If we ask the internet what happiness is, we get more than 11 million results in Italian, and if we pose the same query in English, more than 70 million results.

In short, of the things that matter in our lives, happiness is unquestionably one of the most important.


The Innovative Distribution and The Calling of Leadership

Many people refer to it as “disruption”, a term that highlights the idea of things breaking down, a discontinuity with the recent past that can create a sense of loss and anxiety. Zygmunt Baumann has termed this condition the “liquid society”.

We have entered into a magmatic time, one in which post-modern relationships are hard to understand, where everything seems to be slipping away, where flow devours any kind of persistence, permanence or rigidity.
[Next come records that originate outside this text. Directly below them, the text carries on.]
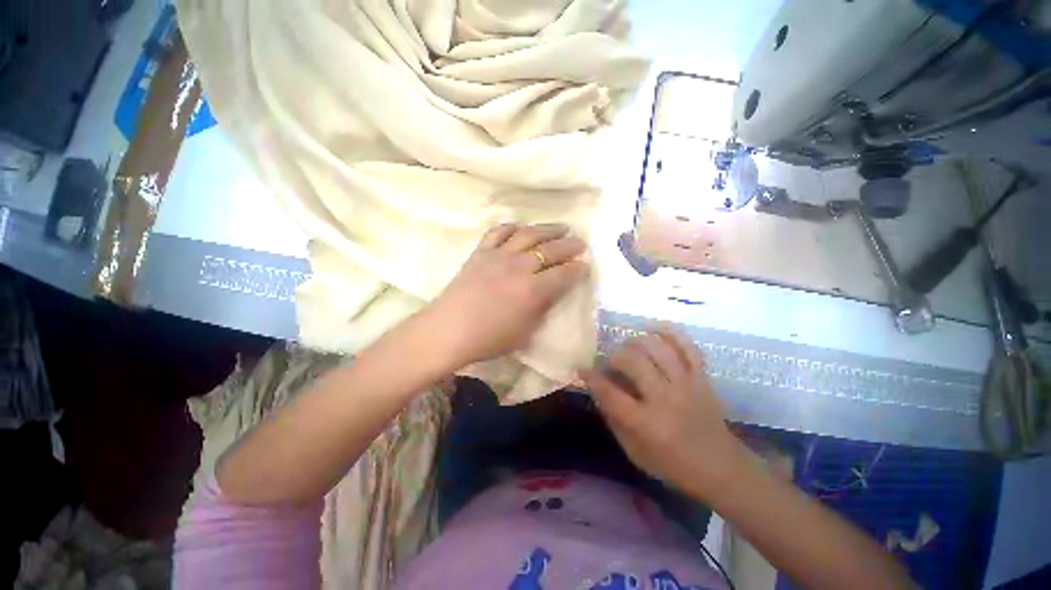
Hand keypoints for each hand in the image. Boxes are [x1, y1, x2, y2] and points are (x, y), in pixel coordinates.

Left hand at [423, 223, 588, 369]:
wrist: (448, 331)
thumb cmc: (488, 339)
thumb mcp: (525, 332)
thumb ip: (542, 309)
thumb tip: (552, 292)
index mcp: (533, 290)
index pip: (564, 274)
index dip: (578, 269)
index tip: (586, 265)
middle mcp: (519, 267)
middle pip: (550, 250)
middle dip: (570, 245)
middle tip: (580, 243)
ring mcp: (498, 256)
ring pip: (528, 234)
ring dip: (548, 229)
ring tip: (561, 227)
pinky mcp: (480, 252)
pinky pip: (499, 232)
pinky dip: (513, 227)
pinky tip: (521, 227)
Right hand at [582, 329, 744, 497]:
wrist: (722, 468)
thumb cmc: (673, 466)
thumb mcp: (635, 453)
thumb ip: (614, 420)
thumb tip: (598, 391)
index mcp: (646, 423)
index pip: (610, 393)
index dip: (592, 378)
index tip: (583, 369)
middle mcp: (665, 398)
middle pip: (633, 361)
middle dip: (614, 357)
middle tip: (609, 362)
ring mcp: (686, 384)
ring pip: (657, 348)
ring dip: (637, 341)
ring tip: (629, 346)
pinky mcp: (702, 378)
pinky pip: (687, 346)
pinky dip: (670, 333)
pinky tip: (655, 330)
We are living through one great global flood. Human relations and social connections have become liquid and ever-changing; convictions and identities are labile and fluid, while borders and boundaries are vanishing under these liquid waves.

Why talk about it?
Because we must think, work, plan and produce services and wealth within this “chaos” into which we have been drawn. We will attempt to understand the situation, starting from the new business models we can and must adopt to rethink the rules and tools we use to manage our work.


Designing for Cleanliness in Health Care and Hospitality Places: Hospitals, Hotel, Restaurants, Schools

As Oscar Wile put it: “A map of the world that does not include Utopia is not worth even glancing at. Progress is the realization of Utopias”.

For 99 percent of the history of this planet, almost everyone living on it has been poor, sick, hungry and ignorant.

True progress begins with the awareness of what it means to live with dignity.

Hospitality/welcome encompasses vast opportunities for learning and meeting through a countless range of variables.

Why talk about it?
Whether it be in a hospital, a hotel, a school canteen or a railway carriage, the issue of creating and maintaining tidiness is one of the key values for a sense of hospitality. This analysis in turn brings up a whole slew of considerations spanning a wide variety of issues and approaches.
Dirtiness is often the consequence of a breakdown in design generated by a synthesis of mistaken habits, improper use, erroneous operational practices or wrong/inefficient intervention. In this panel discussion, we will be delving into a number of sensitive situations in order to assess their seriousness, estimate their consequences, understand the underlying causes and come up with solutions.